These were the days long before one could buy something and never utter a word to another living soul.  The milkman left milk at our door every few days and knocked to collect his money once a week.  He worked for our local dairy and also supplied us with butter, cream and cheese.  Another visiter was the Bond Bread man - who came once a week (or more if Nanny requested something special).  He had a large tray filled with donuts and pies which hung on one arm.  Nanny always asked me what I would like even though I always said, “Cinnamon Buns”!  I can still taste their freshness, matter of fact many time they were still warm from baking.  And I have yet to taste any since those days as good as they were - fresh, really sticky and covered with  pecans.  

And there were more visitors I look forward to seeing.  The mailman actually came to our door and sometimes personally handed her a package.  The meter readers all took time out to chat with us…and so it was in the days when we talked with people. 

Technology today in just seven decades for me has made many things easier and instant - but as it connected us to the world it has also made us so far apart.  The electronic age is a very lonely time for many - when there is rarely a knock at the door. 


Sunday, November 13, 2022

A Birthday Wish

The years roll by and I check off another birthday, number 79 - on my mental calendar. So far, so good as they say!
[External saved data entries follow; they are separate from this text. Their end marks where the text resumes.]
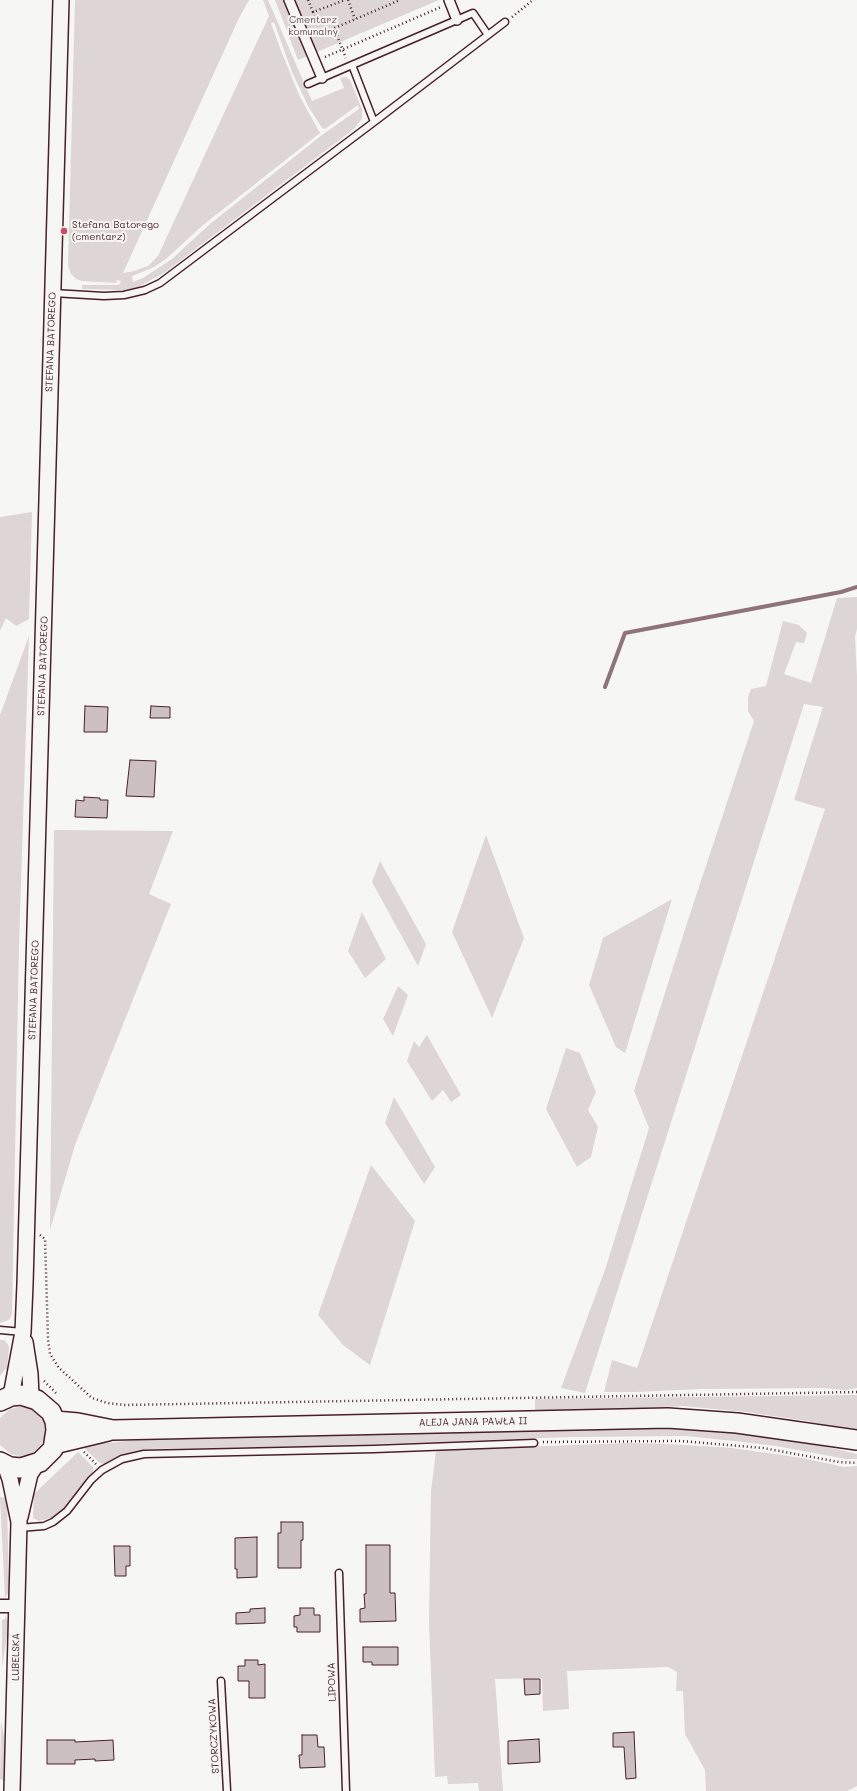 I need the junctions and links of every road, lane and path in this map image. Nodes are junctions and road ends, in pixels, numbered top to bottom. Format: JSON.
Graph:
{"nodes":[{"id":1,"x":61,"y":0,"type":"edge"},
{"id":2,"x":289,"y":0,"type":"edge"},
{"id":3,"x":308,"y":0,"type":"edge"},
{"id":4,"x":344,"y":0,"type":"edge"},
{"id":5,"x":352,"y":0,"type":"edge"},
{"id":6,"x":400,"y":0,"type":"edge"},
{"id":7,"x":533,"y":0,"type":"edge"},
{"id":8,"x":348,"y":1,"type":"edge"},
{"id":9,"x":449,"y":2,"type":"edge"},
{"id":10,"x":313,"y":12,"type":"junction"},
{"id":11,"x":315,"y":19,"type":"dead end"},
{"id":12,"x":354,"y":19,"type":"junction"},
{"id":13,"x":457,"y":20,"type":"junction"},
{"id":14,"x":505,"y":22,"type":"joint"},
{"id":15,"x":334,"y":28,"type":"junction"},
{"id":16,"x":488,"y":35,"type":"junction"},
{"id":17,"x":306,"y":40,"type":"junction"},
{"id":18,"x":343,"y":50,"type":"junction"},
{"id":19,"x":315,"y":62,"type":"junction"},
{"id":20,"x":350,"y":65,"type":"junction"},
{"id":21,"x":322,"y":78,"type":"junction"},
{"id":22,"x":308,"y":84,"type":"dead end"},
{"id":23,"x":374,"y":122,"type":"junction"},
{"id":24,"x":53,"y":293,"type":"junction"},
{"id":25,"x":27,"y":1233,"type":"junction"},
{"id":26,"x":0,"y":1330,"type":"edge"},
{"id":27,"x":23,"y":1332,"type":"junction"},
{"id":28,"x":857,"y":1392,"type":"edge"},
{"id":29,"x":31,"y":1397,"type":"junction"},
{"id":30,"x":5,"y":1399,"type":"edge"},
{"id":31,"x":55,"y":1421,"type":"junction"},
{"id":32,"x":113,"y":1430,"type":"junction"},
{"id":33,"x":832,"y":1437,"type":"junction"},
{"id":34,"x":857,"y":1440,"type":"edge"},
{"id":35,"x":534,"y":1443,"type":"joint"},
{"id":36,"x":54,"y":1444,"type":"junction"},
{"id":37,"x":857,"y":1447,"type":"edge"},
{"id":38,"x":81,"y":1449,"type":"dead end"},
{"id":39,"x":857,"y":1463,"type":"edge"},
{"id":40,"x":2,"y":1464,"type":"edge"},
{"id":41,"x":36,"y":1465,"type":"junction"},
{"id":42,"x":102,"y":1470,"type":"junction"},
{"id":43,"x":19,"y":1525,"type":"junction"},
{"id":44,"x":339,"y":1573,"type":"dead end"},
{"id":45,"x":0,"y":1606,"type":"edge"},
{"id":46,"x":17,"y":1606,"type":"junction"},
{"id":47,"x":221,"y":1681,"type":"dead end"},
{"id":48,"x":12,"y":1791,"type":"edge"},
{"id":49,"x":227,"y":1791,"type":"edge"},
{"id":50,"x":346,"y":1791,"type":"edge"}],
"edges":[{"from":1,"to":24,"type":"street","name":"STEFANA BATOREGO"},
{"from":2,"to":17,"type":"street"},
{"from":3,"to":10,"type":"path"},
{"from":4,"to":10,"type":"path"},
{"from":5,"to":8,"type":"path"},
{"from":6,"to":12,"type":"path"},
{"from":7,"to":14,"type":"path"},
{"from":8,"to":12,"type":"path"},
{"from":9,"to":13,"type":"street"},
{"from":9,"to":18,"type":"path"},
{"from":10,"to":11,"type":"path"},
{"from":12,"to":15,"type":"path"},
{"from":13,"to":16,"type":"lane"},
{"from":13,"to":20,"type":"lane"},
{"from":14,"to":16,"type":"lane"},
{"from":15,"to":17,"type":"path"},
{"from":15,"to":18,"type":"path"},
{"from":16,"to":23,"type":"lane"},
{"from":17,"to":19,"type":"street"},
{"from":18,"to":19,"type":"path"},
{"from":18,"to":20,"type":"path"},
{"from":19,"to":21,"type":"street"},
{"from":20,"to":21,"type":"lane"},
{"from":20,"to":23,"type":"lane"},
{"from":21,"to":22,"type":"lane"},
{"from":23,"to":24,"type":"lane"},
{"from":24,"to":25,"type":"street","name":"STEFANA BATOREGO"},
{"from":25,"to":27,"type":"street","name":"STEFANA BATOREGO"},
{"from":25,"to":28,"type":"path"},
{"from":26,"to":27,"type":"lane"},
{"from":27,"to":29,"type":"street","name":"STEFANA BATOREGO"},
{"from":27,"to":30,"type":"street","name":"STEFANA BATOREGO"},
{"from":29,"to":30,"type":"main road"},
{"from":29,"to":31,"type":"main road"},
{"from":31,"to":32,"type":"main road","name":"ALEJA JANA PAWŁA II"},
{"from":31,"to":36,"type":"main road"},
{"from":32,"to":33,"type":"main road","name":"ALEJA JANA PAWŁA II"},
{"from":32,"to":36,"type":"main road","name":"ALEJA JANA PAWŁA II"},
{"from":33,"to":34,"type":"main road","name":"ALEJA JANA PAWŁA II"},
{"from":33,"to":37,"type":"main road","name":"ALEJA JANA PAWŁA II"},
{"from":35,"to":39,"type":"path"},
{"from":35,"to":42,"type":"lane"},
{"from":36,"to":41,"type":"main road"},
{"from":38,"to":42,"type":"path"},
{"from":40,"to":41,"type":"main road"},
{"from":40,"to":43,"type":"street","name":"LUBELSKA"},
{"from":41,"to":43,"type":"street","name":"LUBELSKA"},
{"from":42,"to":43,"type":"lane"},
{"from":43,"to":46,"type":"street","name":"LUBELSKA"},
{"from":44,"to":50,"type":"lane","name":"LIPOWA"},
{"from":45,"to":46,"type":"street"},
{"from":46,"to":48,"type":"street","name":"LUBELSKA"},
{"from":47,"to":49,"type":"lane","name":"STORCZYKOWA"}]} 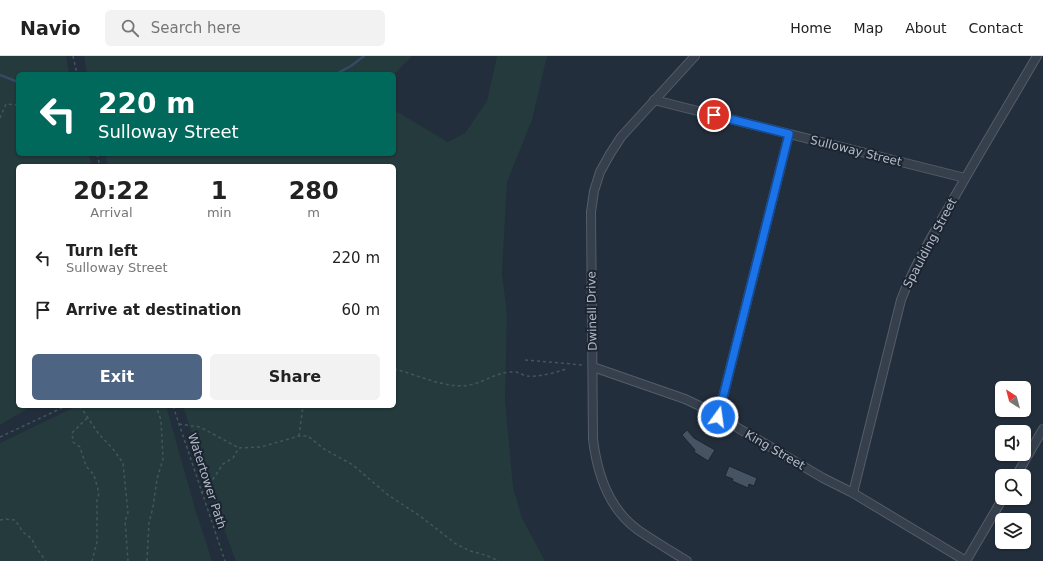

We  mark our lives with birthdays and holidays and those days are the best days of our lives and stay in our minds like no other days of a long ago. 

When I was young I couldn’t wait to have another birthday – kids are always looking forward to something: a two wheeler; the first Scout uniform; drivers training.  But at my age we say please "slow down"!  My growing up days turned into months and the years flowed like fine wine from nature's cafafe - much too quickly.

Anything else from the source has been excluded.